[INPUT DATA Boundary: Start]
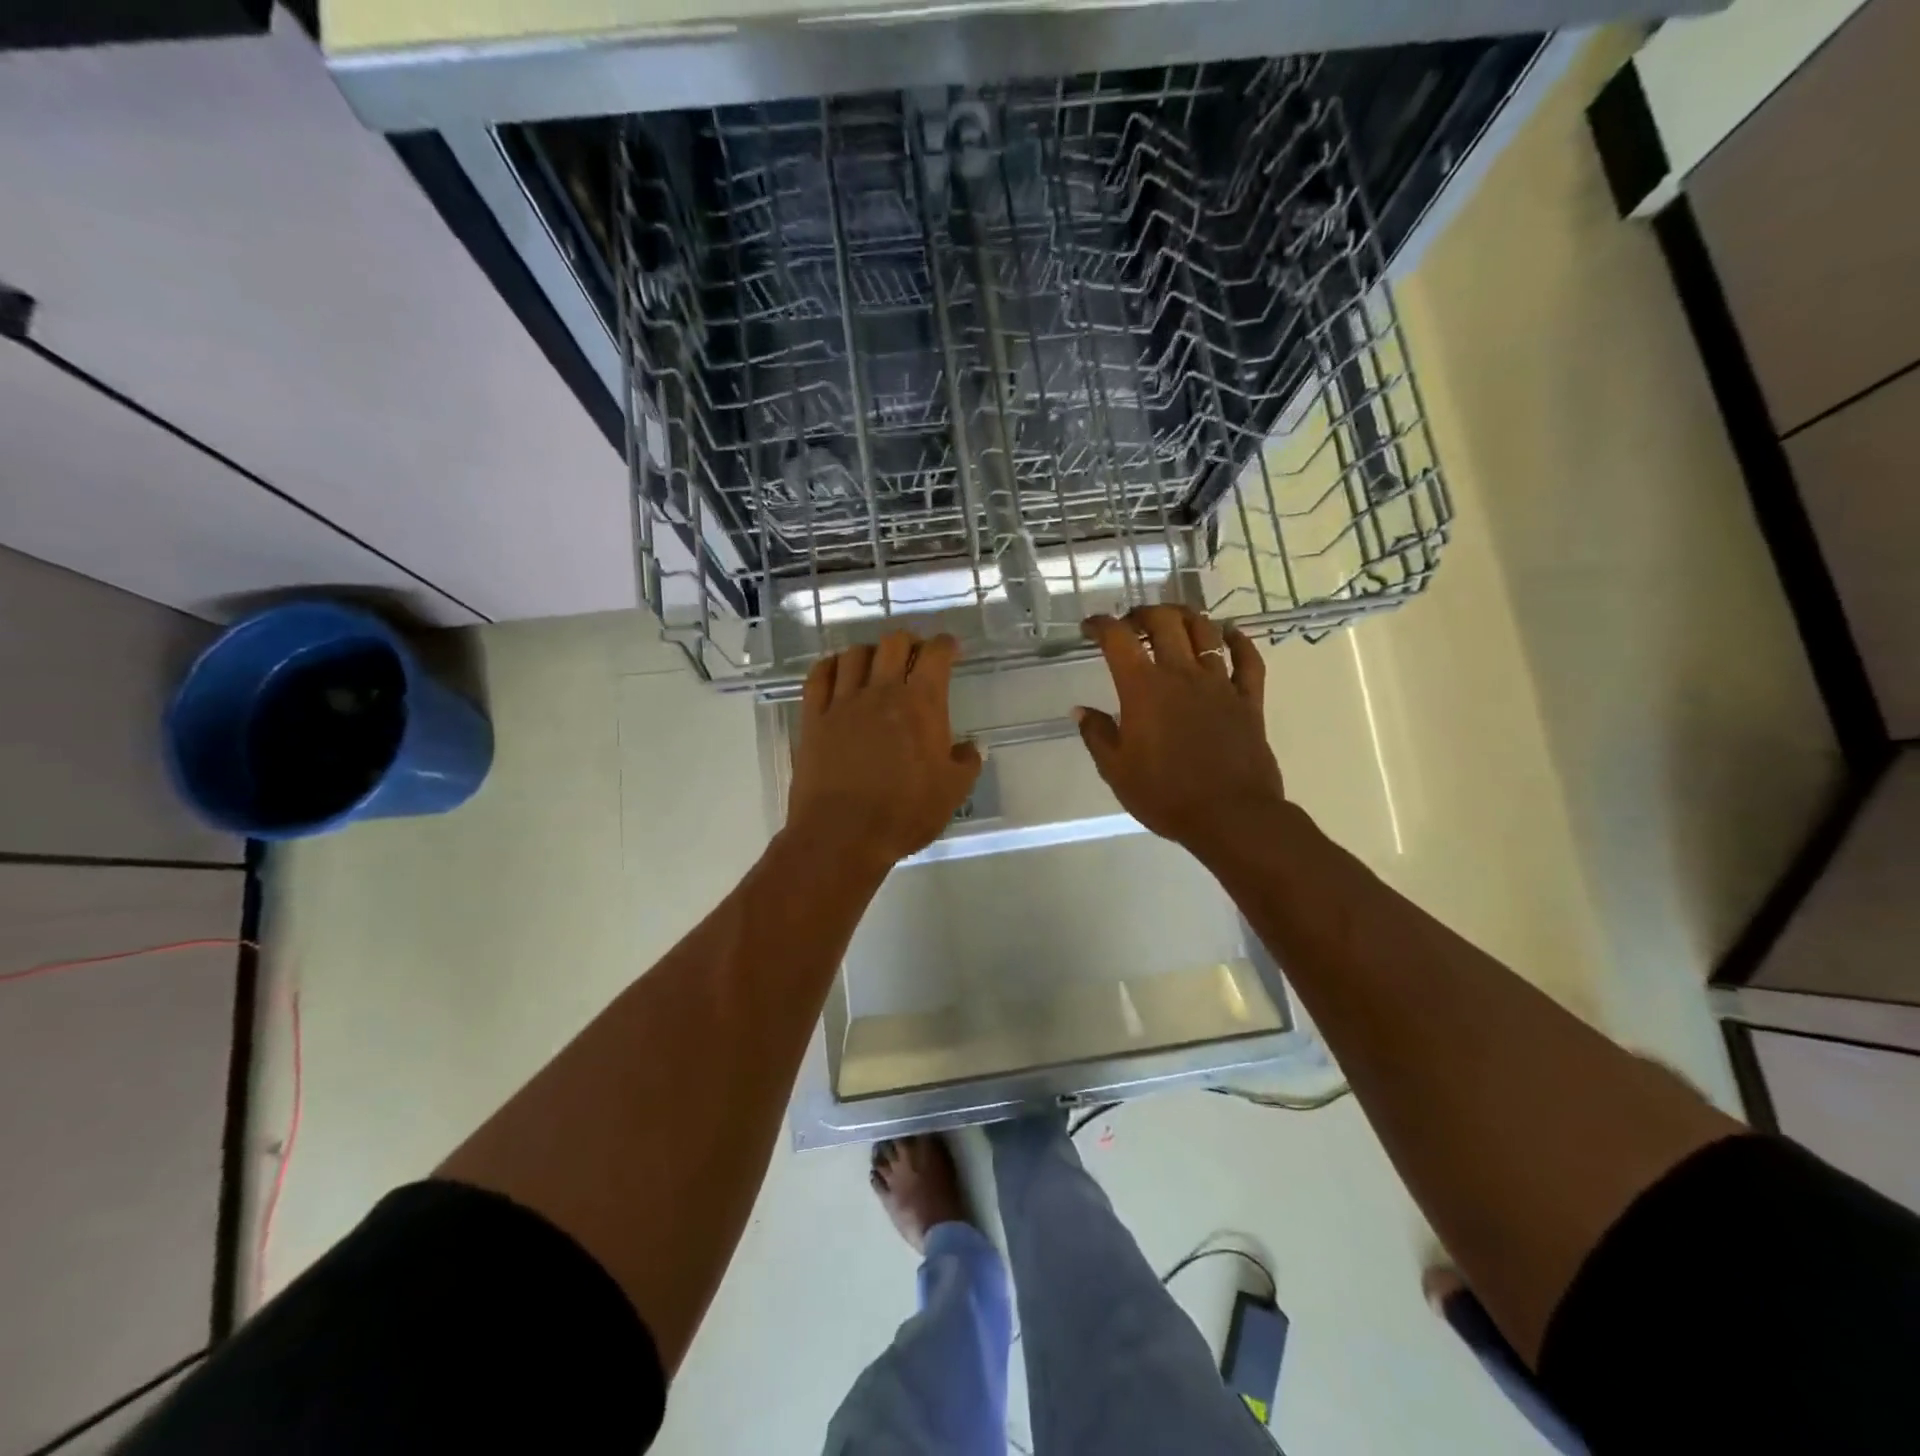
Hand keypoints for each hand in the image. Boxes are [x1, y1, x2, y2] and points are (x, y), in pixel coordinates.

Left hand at [788, 631, 982, 872]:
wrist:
[INPUT DATA Boundary: End]
- WHAT YOU HAVE TO DO -
Transcribe the data exactly and leave no picture in the copy.

- RESULT OF THE TASK -
Hand keypoints for each hand in the image. Boxes are [x1, y1, x2, y2] and points are (x, y), in pixel coordinates.

Left hand at [788, 631, 982, 872]:
wrist:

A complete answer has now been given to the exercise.